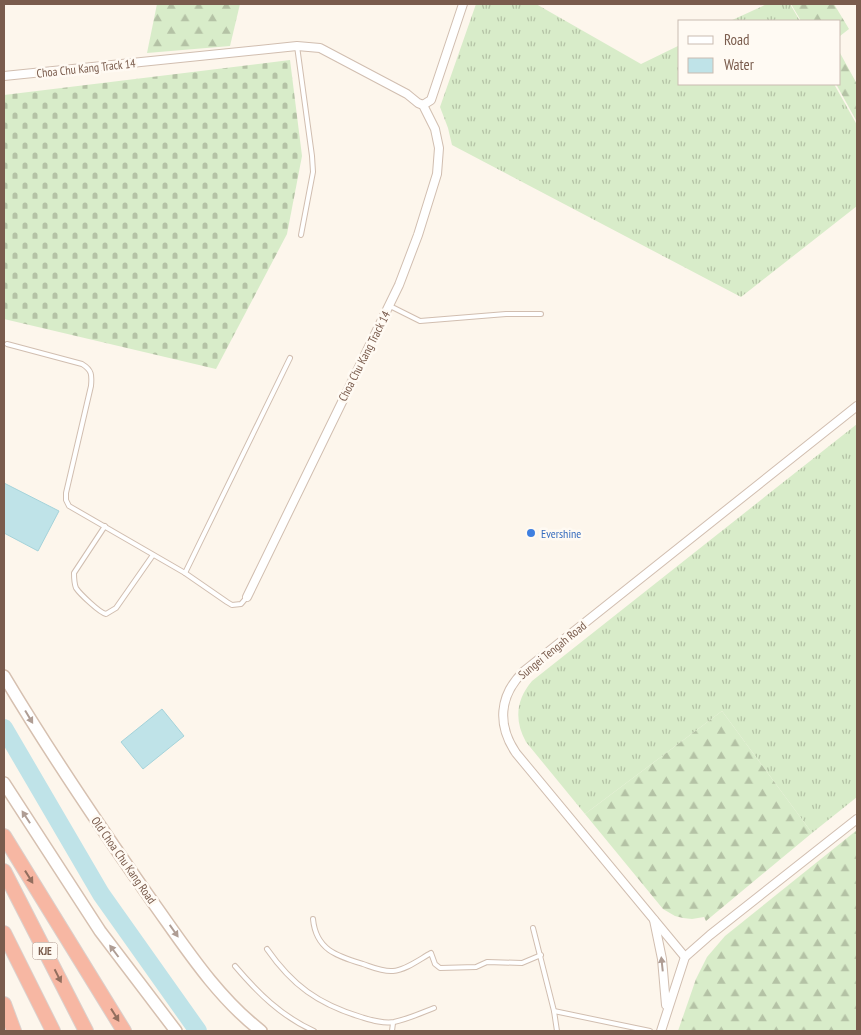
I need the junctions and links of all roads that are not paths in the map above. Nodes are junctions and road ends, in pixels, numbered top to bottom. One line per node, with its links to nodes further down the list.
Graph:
1 (463, 4): 4 (street)
2 (297, 46): 3 (street, Choa Chu Kang Track 14); 4 (street, Choa Chu Kang Track 14); 5 (lane)
3 (4, 76)
4 (423, 105): 6 (street, Choa Chu Kang Track 14)
5 (301, 235)
6 (390, 306): 7 (lane); 14 (street, Choa Chu Kang Track 14)
7 (541, 314)
8 (6, 344): 11 (lane)
9 (290, 358): 13 (lane)
10 (857, 406): 20 (street, Sungei Tengah Road)
11 (105, 526): 12 (lane); 12 (lane)
12 (153, 555): 13 (lane)
13 (185, 573): 14 (lane)
14 (247, 598)
15 (4, 676): 38 (main road, Old Choa Chu Kang Road, one-way to 38)
16 (4, 783): 37 (main road, one-way to 16)
17 (857, 818): 26 (street)
18 (4, 836): 36 (highway, one-way to 36)
19 (4, 871): 35 (highway, KJE, one-way to 35)
20 (653, 918): 26 (street, Sungei Tengah Road); 30 (street, one-way to 20)
21 (313, 919): 25 (lane)
22 (533, 928): 25 (lane)
23 (4, 934): 34 (highway, KJE)
24 (268, 949): 32 (lane)
25 (541, 955): 31 (lane)
26 (685, 957): 30 (street)
27 (235, 966): 39 (lane)
28 (4, 1004): 33 (highway)
29 (434, 1008): 32 (lane)
30 (666, 1010): 43 (street)
31 (554, 1011): 41 (lane); 42 (lane)
32 (393, 1022): 40 (lane)
33 (14, 1031)
34 (53, 1031)
35 (86, 1031)
36 (124, 1031)
37 (176, 1031)
38 (261, 1031)
39 (314, 1031)
40 (392, 1031)
41 (557, 1031)
42 (650, 1031)
43 (660, 1031)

#### EXERCISE PROMPT:
When you transcribe the entries, reproduce each line exactly and skip any picture.

#### OUTPUT BELOW:
I need the junctions and links of all roads that are not paths in the map above. Nodes are junctions and road ends, in pixels, numbered top to bottom. One line per node, with its links to nodes further down the list.
Graph:
1 (463, 4): 4 (street)
2 (297, 46): 3 (street, Choa Chu Kang Track 14); 4 (street, Choa Chu Kang Track 14); 5 (lane)
3 (4, 76)
4 (423, 105): 6 (street, Choa Chu Kang Track 14)
5 (301, 235)
6 (390, 306): 7 (lane); 14 (street, Choa Chu Kang Track 14)
7 (541, 314)
8 (6, 344): 11 (lane)
9 (290, 358): 13 (lane)
10 (857, 406): 20 (street, Sungei Tengah Road)
11 (105, 526): 12 (lane); 12 (lane)
12 (153, 555): 13 (lane)
13 (185, 573): 14 (lane)
14 (247, 598)
15 (4, 676): 38 (main road, Old Choa Chu Kang Road, one-way to 38)
16 (4, 783): 37 (main road, one-way to 16)
17 (857, 818): 26 (street)
18 (4, 836): 36 (highway, one-way to 36)
19 (4, 871): 35 (highway, KJE, one-way to 35)
20 (653, 918): 26 (street, Sungei Tengah Road); 30 (street, one-way to 20)
21 (313, 919): 25 (lane)
22 (533, 928): 25 (lane)
23 (4, 934): 34 (highway, KJE)
24 (268, 949): 32 (lane)
25 (541, 955): 31 (lane)
26 (685, 957): 30 (street)
27 (235, 966): 39 (lane)
28 (4, 1004): 33 (highway)
29 (434, 1008): 32 (lane)
30 (666, 1010): 43 (street)
31 (554, 1011): 41 (lane); 42 (lane)
32 (393, 1022): 40 (lane)
33 (14, 1031)
34 (53, 1031)
35 (86, 1031)
36 (124, 1031)
37 (176, 1031)
38 (261, 1031)
39 (314, 1031)
40 (392, 1031)
41 (557, 1031)
42 (650, 1031)
43 (660, 1031)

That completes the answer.